● Work task
Please copy out each line of the entries in which "that" appears.

** Data supplied follows **

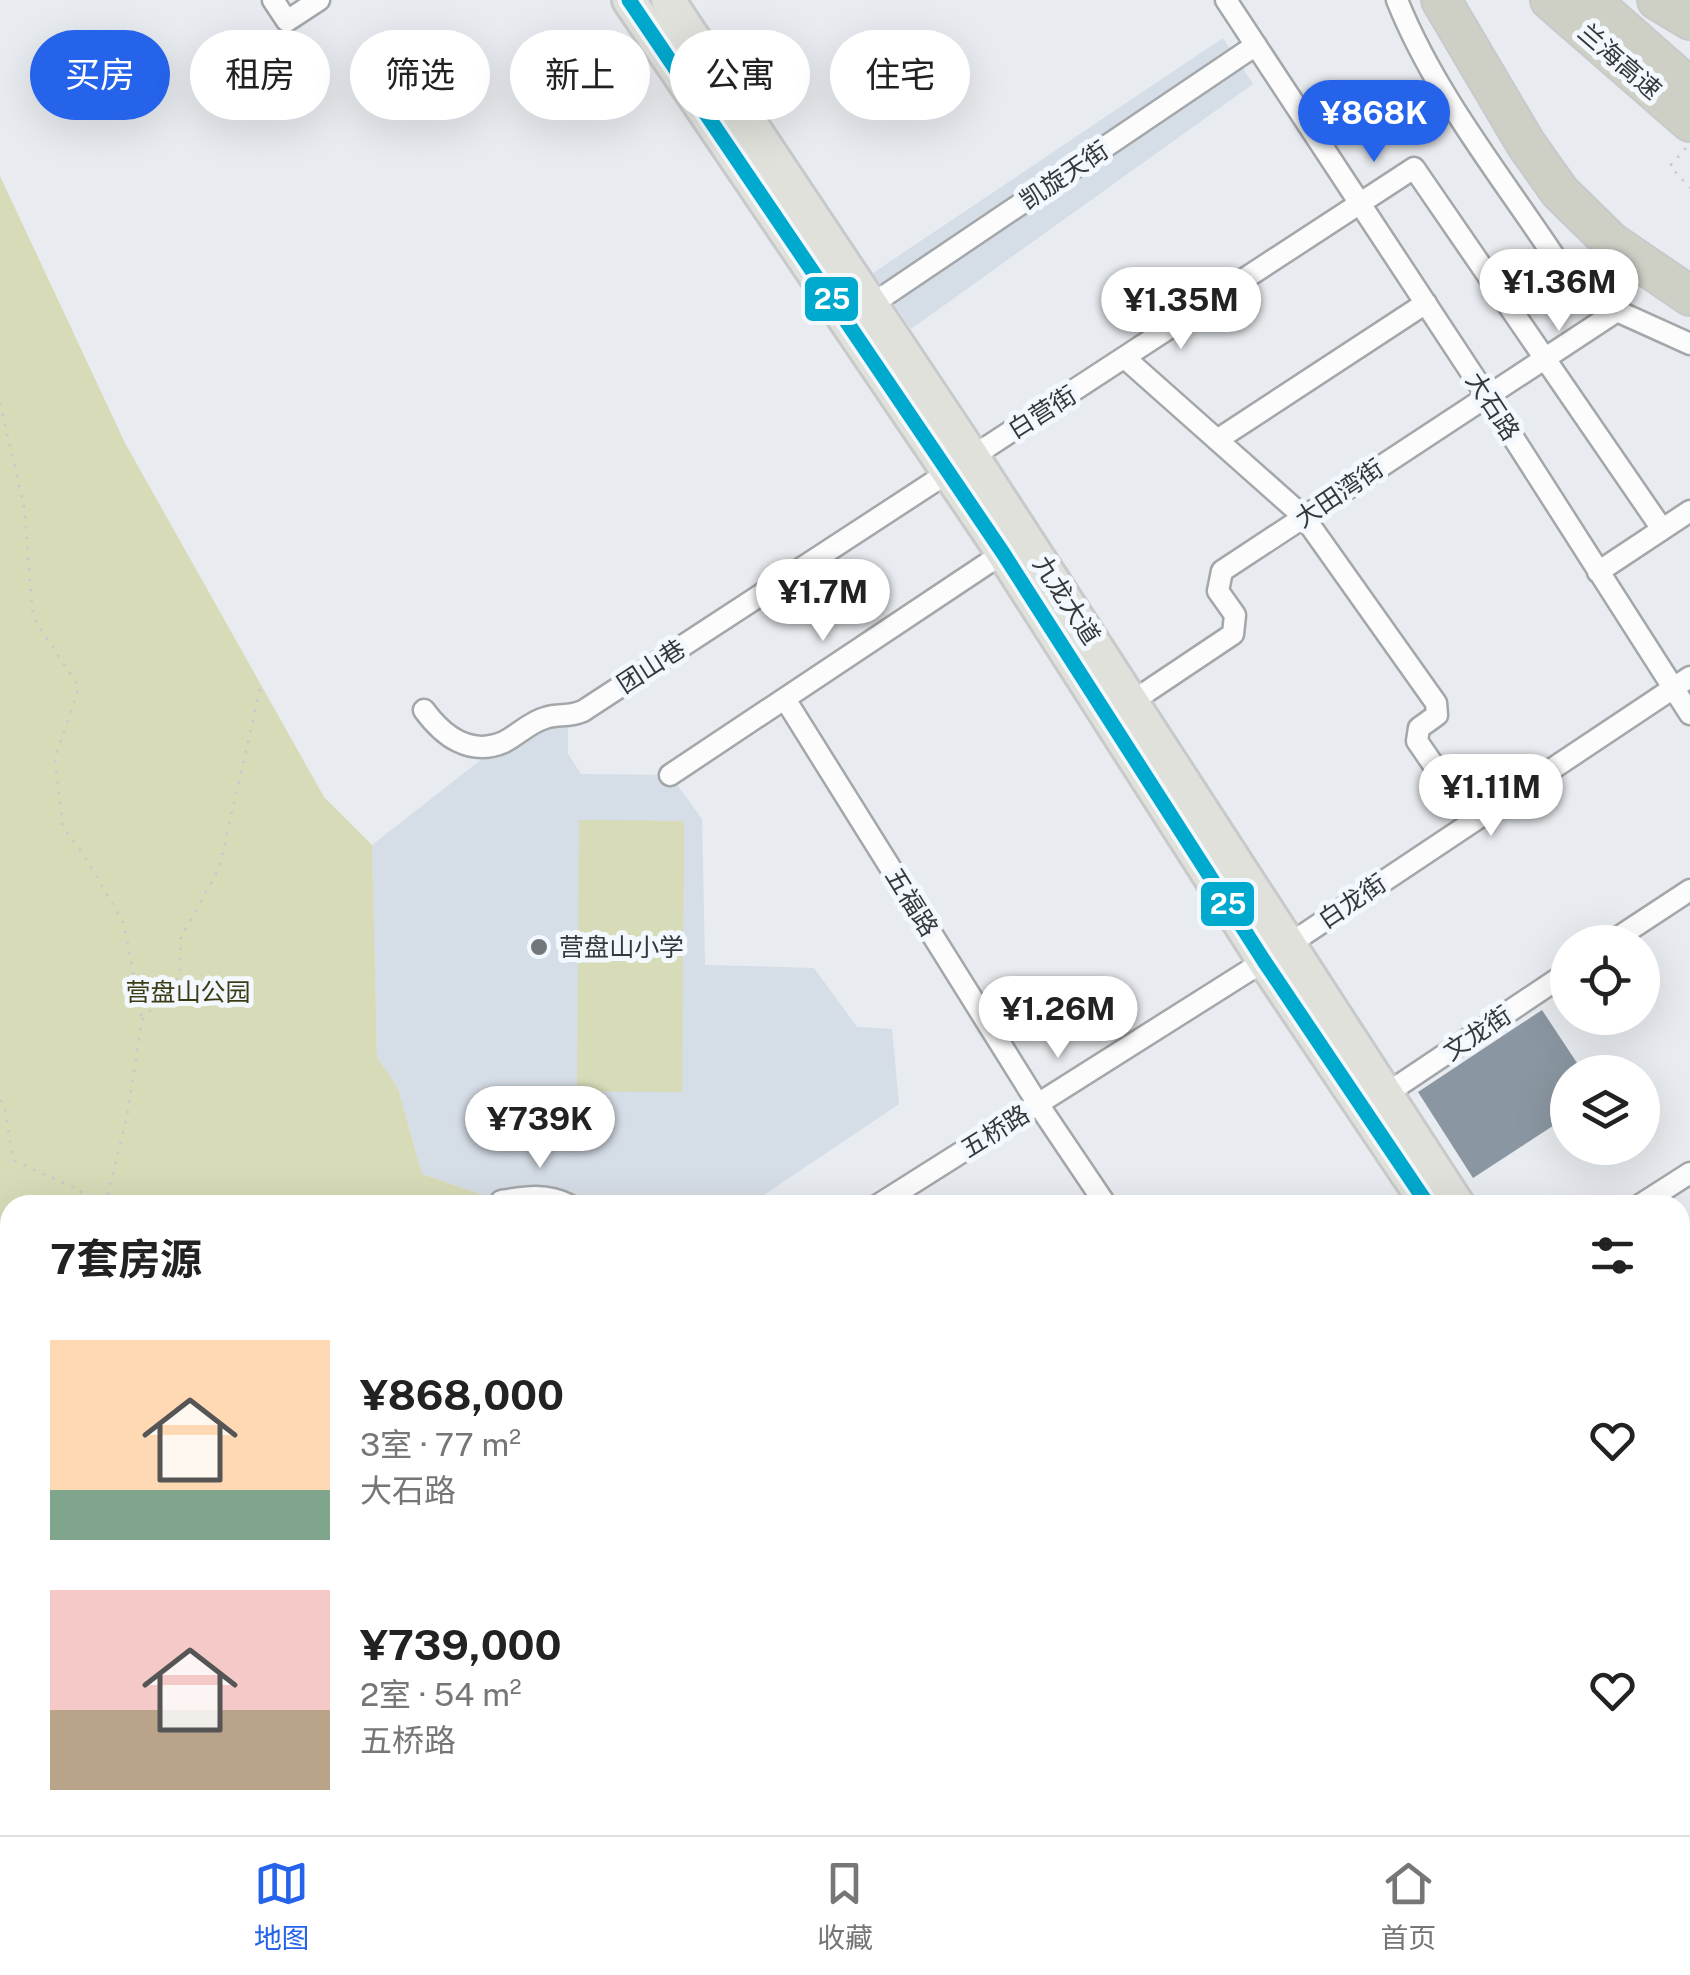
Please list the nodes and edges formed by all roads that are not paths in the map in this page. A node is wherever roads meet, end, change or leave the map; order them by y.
1 (274, 0) edge
2 (319, 0) edge
3 (629, 0) edge
4 (668, 0) edge
5 (1226, 0) edge
6 (1398, 0) edge
7 (1441, 0) edge
8 (1550, 0) edge
9 (1590, 0) edge
10 (1657, 0) edge
11 (1690, 20) edge
12 (1256, 44) junction
13 (1690, 88) edge
14 (1690, 122) edge
15 (1362, 204) junction
16 (1685, 293) edge
17 (1426, 303) junction
18 (871, 305) junction
19 (1617, 311) junction
20 (1690, 344) edge
21 (1545, 358) junction
22 (1126, 359) junction
23 (1486, 395) junction
24 (1217, 440) junction
25 (961, 464) junction
26 (1690, 511) edge
27 (1304, 516) junction
28 (1662, 529) junction
29 (1003, 553) junction
30 (1598, 572) junction
31 (1681, 682) edge
32 (784, 699) junction
33 (1133, 701) junction
34 (424, 710) dead end
35 (1690, 714) edge
36 (670, 776) dead end
37 (1472, 821) junction
38 (1690, 890) edge
39 (1637, 925) edge
40 (1276, 952) junction
41 (1550, 984) edge
42 (1386, 1094) junction
43 (1038, 1104) junction
44 (1690, 1174) edge
45 (894, 1195) edge
46 (1099, 1195) edge
47 (1422, 1195) edge
48 (1452, 1195) edge
49 (1656, 1195) edge

1 - 2 street
3 - 25 main road, 九龙大道
4 - 18 main road, 九龙大道
5 - 12 street, 大石路
6 - 19 street
7 - 16 highway
8 - 14 highway, 兰海高速
9 - 13 highway, 兰海高速
10 - 11 highway
12 - 15 street, 大石路
12 - 18 street, 凯旋天街
15 - 17 street, 大石路
15 - 21 street, 白营街
15 - 22 street, 白营街
17 - 23 street, 大石路
17 - 24 street
18 - 25 main road, 九龙大道
19 - 20 street
19 - 21 street, 大田湾街
21 - 23 street, 大田湾街
21 - 28 street
22 - 24 street
22 - 25 street, 白营街
23 - 27 street, 大田湾街
23 - 30 street, 大石路
24 - 27 street
25 - 29 main road, 九龙大道
25 - 33 main road, 九龙大道
25 - 34 street, 团山巷
26 - 28 street
27 - 33 street, 大田湾街
27 - 37 street
28 - 30 street
29 - 32 street
29 - 40 main road, 九龙大道
30 - 31 street, 大石路
31 - 35 street, 大石路
31 - 37 street, 白龙街
32 - 36 street
32 - 43 street, 五福路
33 - 40 main road, 九龙大道
37 - 40 street, 白龙街
38 - 39 street
40 - 42 main road, 九龙大道
40 - 43 street, 五桥路
40 - 47 main road, 九龙大道
41 - 42 street, 文龙街
42 - 48 main road, 九龙大道
43 - 45 street, 五桥路
43 - 46 street, 五福路
44 - 49 street

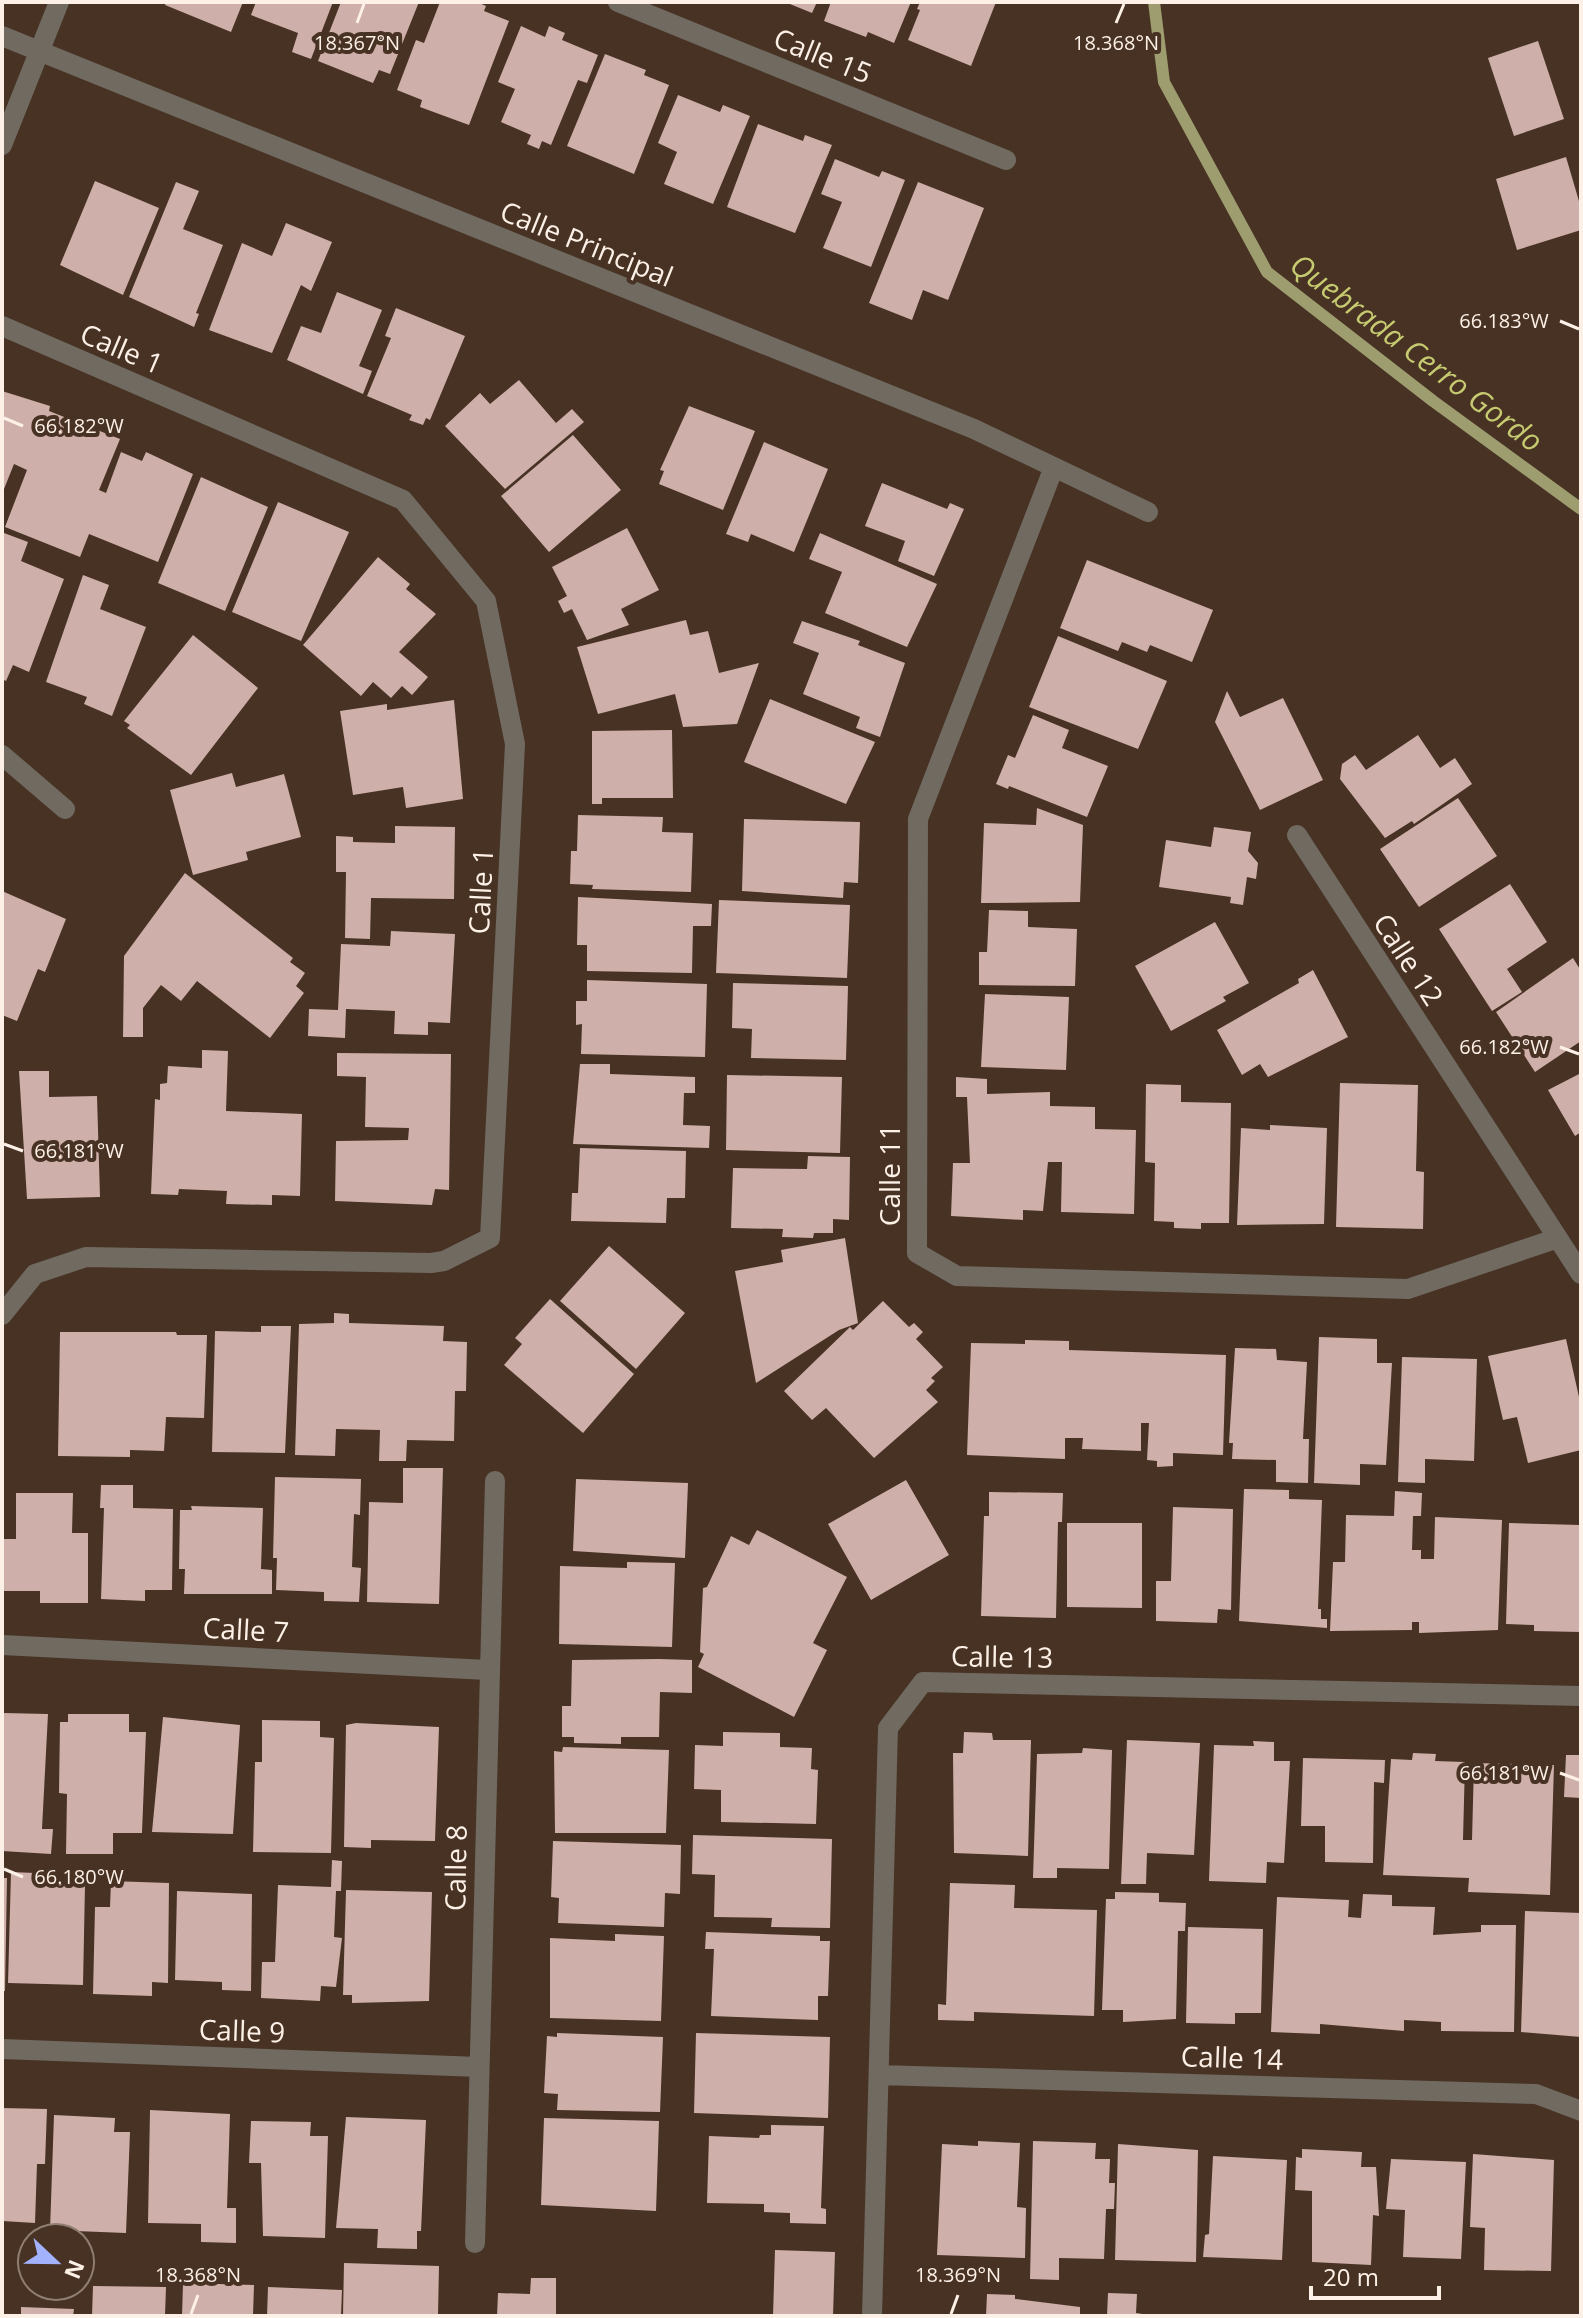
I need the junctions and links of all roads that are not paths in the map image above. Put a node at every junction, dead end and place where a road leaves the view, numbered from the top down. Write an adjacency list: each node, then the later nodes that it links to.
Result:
1 (59, 2): 4 (street)
2 (618, 2): 6 (street, Calle 15)
3 (2, 36): 4 (street, Calle Principal)
4 (39, 51): 5 (street); 8 (street, Calle Principal)
5 (2, 145)
6 (1006, 160)
7 (2, 326): 15 (street, Calle 1)
8 (1054, 467): 9 (street, Calle Principal); 13 (street, Calle 11)
9 (1148, 512)
10 (2, 755): 11 (street)
11 (65, 809)
12 (1297, 835): 13 (street, Calle 12)
13 (1558, 1238): 14 (street, Calle 12)
14 (1581, 1274)
15 (2, 1315)
16 (495, 1481): 18 (street, Calle 8)
17 (2, 1645): 18 (street, Calle 7)
18 (487, 1670): 21 (street, Calle 8)
19 (1581, 1696): 22 (street, Calle 13)
20 (2, 2049): 21 (street, Calle 9)
21 (479, 2067): 24 (street, Calle 8)
22 (879, 2075): 23 (street, Calle 14); 25 (street, Calle 13)
23 (1581, 2111)
24 (475, 2243)
25 (872, 2316)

** End of Data supplied **

● Finished exercise
Please list the nodes and edges formed by all roads that are not paths in the map in this page. A node is wherever roads meet, end, change or leave the map; order them by y.
I need the junctions and links of all roads that are not paths in the map image above. Put a node at every junction, dead end and place where a road leaves the view, numbered from the top down. Write an adjacency list: each node, then the later nodes that it links to.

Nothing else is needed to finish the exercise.